Structural And Mechanistic Insights Into Stim1-mediated Initiation Of Store Operated Calcium Entry.

Abstract

Stromal interaction molecule-1 (STIM1) activates store operated Ca2+ entry (SOCE) in response to diminished luminal Ca2+ levels. We have recently determined the solution structure of the Ca2+−sensing region of STIM1 consisting of the EF-hand and sterile α motif (SAM) domains (EF-SAM) (Stathopulos et al. Cell Oct 3rd issue, 2008). The canonical EF-hand is paired with a previously unidentified EF-hand. Together, the EF-hand pair mediates mutually indispensable hydrophobic interactions between the EF-hand and SAM domains. Structurally critical mutations in the canonical EF-hand, ‘hidden’ EF-hand or SAM domain disrupt Ca2+ sensitivity in oligomerization via destabilization of the entire EF-SAM entity.
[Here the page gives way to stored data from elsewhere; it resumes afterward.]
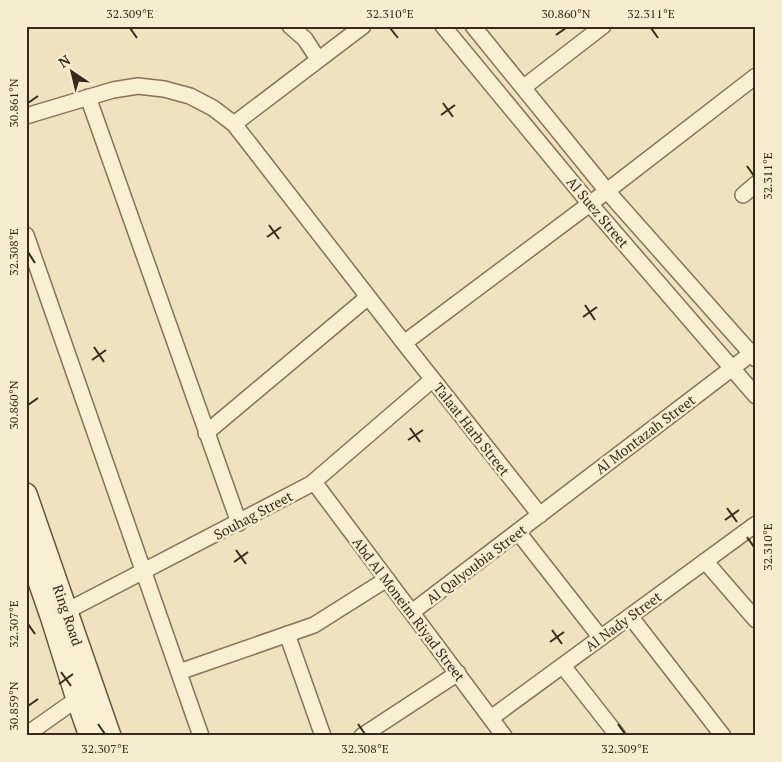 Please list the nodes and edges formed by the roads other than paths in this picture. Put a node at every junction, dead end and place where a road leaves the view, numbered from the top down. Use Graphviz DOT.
graph roads {
  1 [pos="290,26"];
  2 [pos="363,26"];
  3 [pos="443,26"];
  4 [pos="473,26"];
  5 [pos="603,26"];
  6 [pos="318,60"];
  7 [pos="756,76"];
  8 [pos="524,87"];
  9 [pos="88,97"];
  10 [pos="26,116"];
  11 [pos="234,124"];
  12 [pos="756,184"];
  13 [pos="607,191"];
  14 [pos="743,194"];
  15 [pos="590,204"];
  16 [pos="26,234"];
  17 [pos="368,297"];
  18 [pos="404,344"];
  19 [pos="754,354"];
  20 [pos="731,368"];
  21 [pos="432,380"];
  22 [pos="756,396"];
  23 [pos="206,433"];
  24 [pos="314,482"];
  25 [pos="26,494"];
  26 [pos="540,515"];
  27 [pos="239,523"];
  28 [pos="756,524"];
  29 [pos="518,532"];
  30 [pos="26,544"];
  31 [pos="705,561"];
  32 [pos="144,571"];
  33 [pos="387,579"];
  34 [pos="412,612"];
  35 [pos="59,615"];
  36 [pos="630,616"];
  37 [pos="756,620"];
  38 [pos="287,634"];
  39 [pos="601,638"];
  40 [pos="563,666"];
  41 [pos="179,672"];
  42 [pos="458,674"];
  43 [pos="86,695"];
  44 [pos="491,718"];
  45 [pos="26,735"];
  46 [pos="366,735"];
  47 [pos="90,736"];
  48 [pos="110,736"];
  49 [pos="201,736"];
  50 [pos="323,736"];
  51 [pos="504,736"];
  52 [pos="618,736"];
  53 [pos="723,736"];
  1 -- 6 [label="street"];
  2 -- 6 [label="street"];
  3 -- 15 [label="street, Al Suez Street"];
  4 -- 8 [label="street, Al Suez Street"];
  5 -- 8 [label="street"];
  6 -- 11 [label="street"];
  7 -- 13 [label="street"];
  8 -- 13 [label="street, Al Suez Street"];
  9 -- 10 [label="street, Talaat Harb Street"];
  9 -- 11 [label="street, Talaat Harb Street"];
  9 -- 23 [label="street"];
  11 -- 17 [label="street, Talaat Harb Street"];
  12 -- 14 [label="street"];
  13 -- 15 [label="street"];
  13 -- 19 [label="street, Al Suez Street"];
  15 -- 18 [label="street"];
  15 -- 20 [label="street, Al Suez Street"];
  16 -- 32 [label="street"];
  17 -- 18 [label="street, Talaat Harb Street"];
  17 -- 23 [label="street"];
  18 -- 21 [label="street, Talaat Harb Street"];
  19 -- 20 [label="street, Al Montazah Street"];
  20 -- 22 [label="street, Al Suez Street"];
  20 -- 26 [label="street, Al Montazah Street"];
  21 -- 24 [label="street, Souhag Street"];
  21 -- 26 [label="street, Talaat Harb Street"];
  23 -- 27 [label="street"];
  24 -- 27 [label="street, Souhag Street"];
  24 -- 33 [label="street, Abd Al Moneim Riyad Street"];
  25 -- 35 [label="street, Ring Road"];
  26 -- 29 [label="street, Al Qalyoubia Street"];
  27 -- 32 [label="street, Souhag Street"];
  28 -- 31 [label="street, Al Nady Street"];
  29 -- 34 [label="street, Al Qalyoubia Street"];
  29 -- 39 [label="street"];
  30 -- 35 [label="street, Ring Road"];
  31 -- 36 [label="street, Al Nady Street"];
  31 -- 37 [label="street"];
  32 -- 35 [label="street, Souhag Street"];
  32 -- 41 [label="street"];
  33 -- 34 [label="street, Abd Al Moneim Riyad Street"];
  33 -- 38 [label="street"];
  34 -- 42 [label="street, Abd Al Moneim Riyad Street"];
  35 -- 43 [label="street, Ring Road"];
  36 -- 39 [label="street, Al Nady Street"];
  36 -- 53 [label="street"];
  38 -- 41 [label="street"];
  38 -- 50 [label="street"];
  39 -- 40 [label="street, Al Nady Street"];
  40 -- 44 [label="street, Al Nady Street"];
  40 -- 52 [label="street"];
  41 -- 49 [label="street"];
  42 -- 44 [label="street, Abd Al Moneim Riyad Street"];
  42 -- 46 [label="street"];
  43 -- 45 [label="street"];
  43 -- 47 [label="street, Ring Road"];
  43 -- 48 [label="street, Ring Road"];
  44 -- 51 [label="street, Abd Al Moneim Riyad Street"];
} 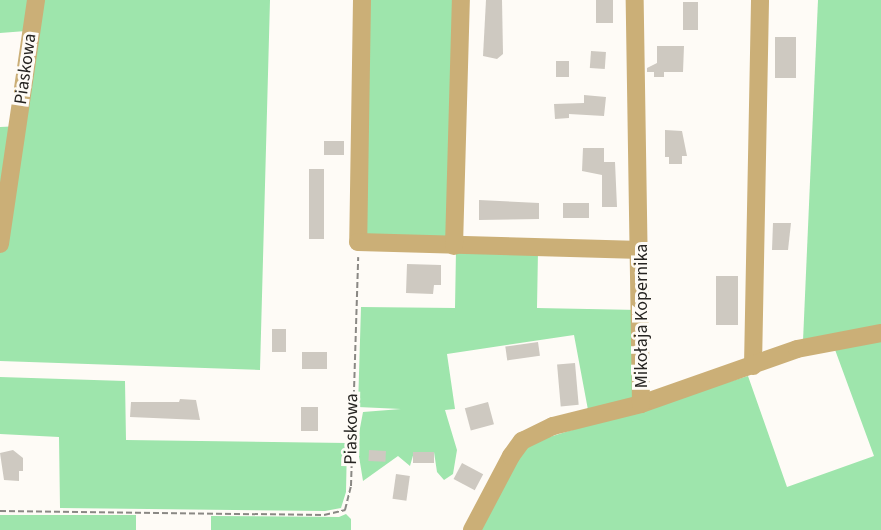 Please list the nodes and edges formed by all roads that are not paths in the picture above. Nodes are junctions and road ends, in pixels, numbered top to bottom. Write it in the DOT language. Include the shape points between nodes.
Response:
graph roads {
  1 [pos="36,0"];
  2 [pos="362,0"];
  3 [pos="460,0"];
  4 [pos="635,0"];
  5 [pos="760,0"];
  6 [pos="0,244"];
  7 [pos="454,246"];
  8 [pos="642,250"];
  9 [pos="881,333"];
  10 [pos="753,366"];
  11 [pos="641,404"];
  12 [pos="472,530"];
  1 -- 6 [label="street, Piaskowa"];
  2 -- 7 [label="street" via="358,243"];
  3 -- 7 [label="street"];
  4 -- 8 [label="street, Mikołaja Kopernika"];
  5 -- 10 [label="street"];
  7 -- 8 [label="street"];
  8 -- 11 [label="street, Mikołaja Kopernika"];
  9 -- 10 [label="street" via="797,349"];
  10 -- 11 [label="street"];
  11 -- 12 [label="street, Mikołaja Kopernika" via="553,426 522,441"];
}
In mammalian cells, EF-SAM destabilization mutations within full-length STIM1 induce punctae formation and activate SOCE independent of luminal Ca2+. We provide atomic resolution insight into the molecular basis for STIM1-mediated SOCE initiation and show that the folded/unfolded state of the Ca2+ sensing region of STIM is crucial to SOCE regulation. (Supported by CIHR and CFI).